R. Scott Perry, president of e-mail filtering company Computerized Horizons, said these ISPs are going to have to revamp their e-mail server architectures and treat them as separate entities from the rest of their networks.

"I've seen lots of poorly designed mail servers; often, people just don't know better," Perry said. "As an example, a division of AT&T that operates a cell phone system had an e-mail paging gateway. They only had one MX record, so if their mail server went down or was unreachable, mail couldn't get through. Even worse, it was on the same box as their (Domain Name System) server. They have added backup mail servers in the past few months, but still use the DNS server as a backup."

An MX record controls which mail server deals with the e-mail sent to a particular domain or hostname. For example, e-mail sent to @austin.rr.com may be routed through three e-mail servers Road Runner has set aside to accept and route e-mail for that domain.

The snarls come when too many e-mails are sent to a particular domain. If too many e-mails are sent and received by @austin.rr.com, it can bog down the three e-mail servers.

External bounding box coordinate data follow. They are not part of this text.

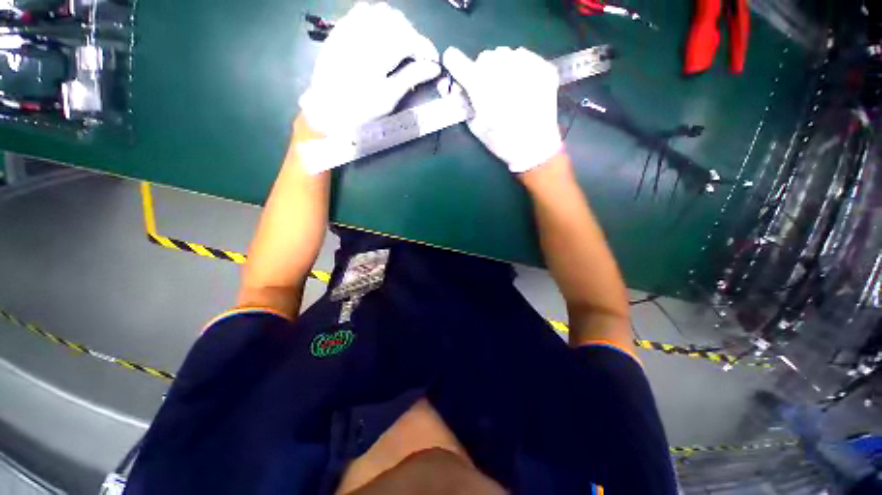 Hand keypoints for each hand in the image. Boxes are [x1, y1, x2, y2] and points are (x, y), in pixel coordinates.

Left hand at [299, 3, 440, 135]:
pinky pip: (363, 11)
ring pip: (381, 12)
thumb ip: (411, 78)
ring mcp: (349, 28)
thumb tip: (434, 67)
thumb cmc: (360, 111)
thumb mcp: (388, 98)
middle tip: (417, 57)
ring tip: (400, 46)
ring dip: (397, 26)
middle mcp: (363, 34)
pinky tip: (381, 34)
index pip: (409, 40)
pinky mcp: (340, 28)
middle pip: (398, 22)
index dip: (426, 48)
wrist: (326, 110)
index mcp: (377, 55)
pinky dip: (378, 18)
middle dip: (413, 37)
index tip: (434, 61)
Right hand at [442, 47, 562, 173]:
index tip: (454, 65)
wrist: (536, 147)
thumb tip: (455, 86)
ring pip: (505, 55)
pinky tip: (523, 87)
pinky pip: (524, 58)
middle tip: (489, 91)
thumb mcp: (475, 127)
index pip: (457, 60)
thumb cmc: (502, 142)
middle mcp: (500, 66)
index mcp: (480, 84)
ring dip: (502, 68)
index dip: (453, 63)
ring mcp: (524, 64)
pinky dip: (520, 69)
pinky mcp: (542, 66)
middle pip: (484, 57)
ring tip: (509, 89)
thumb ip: (463, 103)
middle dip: (482, 71) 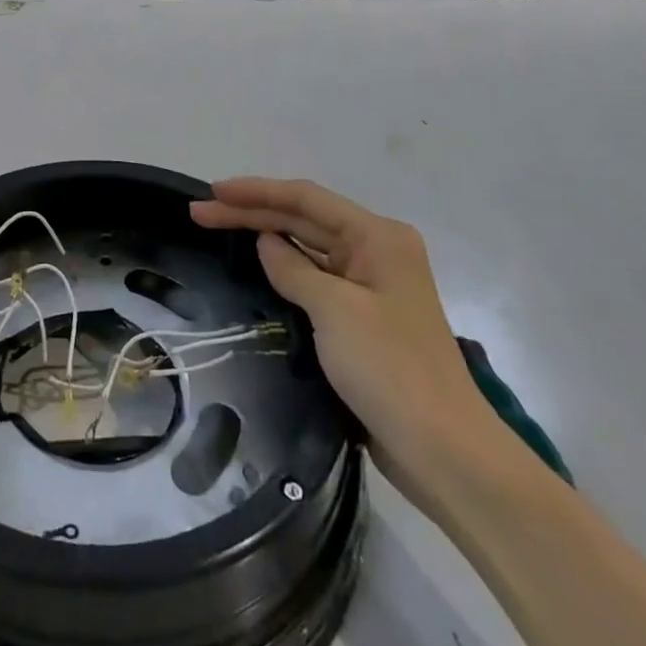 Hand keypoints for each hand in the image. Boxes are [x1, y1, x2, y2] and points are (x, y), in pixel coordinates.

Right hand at [191, 177, 495, 504]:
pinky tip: (257, 264)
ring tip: (218, 229)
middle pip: (304, 219)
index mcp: (377, 237)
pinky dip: (285, 268)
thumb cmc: (390, 369)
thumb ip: (293, 268)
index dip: (256, 192)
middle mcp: (376, 251)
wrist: (444, 453)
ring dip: (265, 237)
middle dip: (252, 212)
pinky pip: (315, 278)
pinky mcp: (363, 318)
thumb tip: (266, 242)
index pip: (306, 199)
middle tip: (200, 213)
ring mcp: (371, 285)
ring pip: (307, 247)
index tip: (213, 192)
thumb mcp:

A check of some of the major domain names show that not enough e-mail servers are online to handle the amount of e-mails sent and received:

  • home.com - 4
  • verizon.com - 3
  • bellatlantic.com - 2
  • gte.com - 2
  • twcnyc.com (RR, New York City) - 2
  • houston.rr.com - 1
  • minnesotaroadrunner.com (Twin Cities) - 1.

The problems occur when the domain server shuts down, as was the case for Road Runner's self-check, or a Denial of Service attack on the network. That's where redundancy becomes an all-important issue, one that providers have, until recently, been unable to address.

Perry points out that the software and hardware exists to handle the needs of the busiest e-mail servers out there. All it takes is the wherewithal to spend the money on new equipment, backing up the network on another physical network and taking advantage of the Domain Name System to configure the networks.

"DNS allows for quite a bit of flexibility with mail servers," Perry said. "The MX records allow you to give each mail server a priority. For example, you could have a primary mail server with a priority of 10, and a backup mail server with a priority of 20. Under normal conditions, all mail would go to the primary mail server. But, if it was unavailable, mail would go to the secondary server.

"Another way that DNS can handle routing is by having multiple IP addresses for a host name," Perry continued."For example, "yahoo.com" has one primary MX record of "mx1.mail.yahoo.com". That means that any mail going to yahoo.com will go to mx1.mail.yahoo.com (unless it is down or unreachable). However, mx1.mail.yahoo.com can resolve to any of about 10 IP addresses. So although a mail server will always go to mx1.mail.yahoo.com first, it will randomly try one of those 10 different IP addresses."

The latest e-mail difficulties have convinced Road Runner executives to find a more permanent solution to its e-mail problem, something customers say the company has been unwilling to do until last week.

"We are taking the precaution right now to upgrade the (e-mail) server and have set up another formal backup," Agraz said. "Now that we have taken care of the customers, we are going back to analyze everything that happened and come back with other measures that would ensure total redundancy and ensure that this never happened again."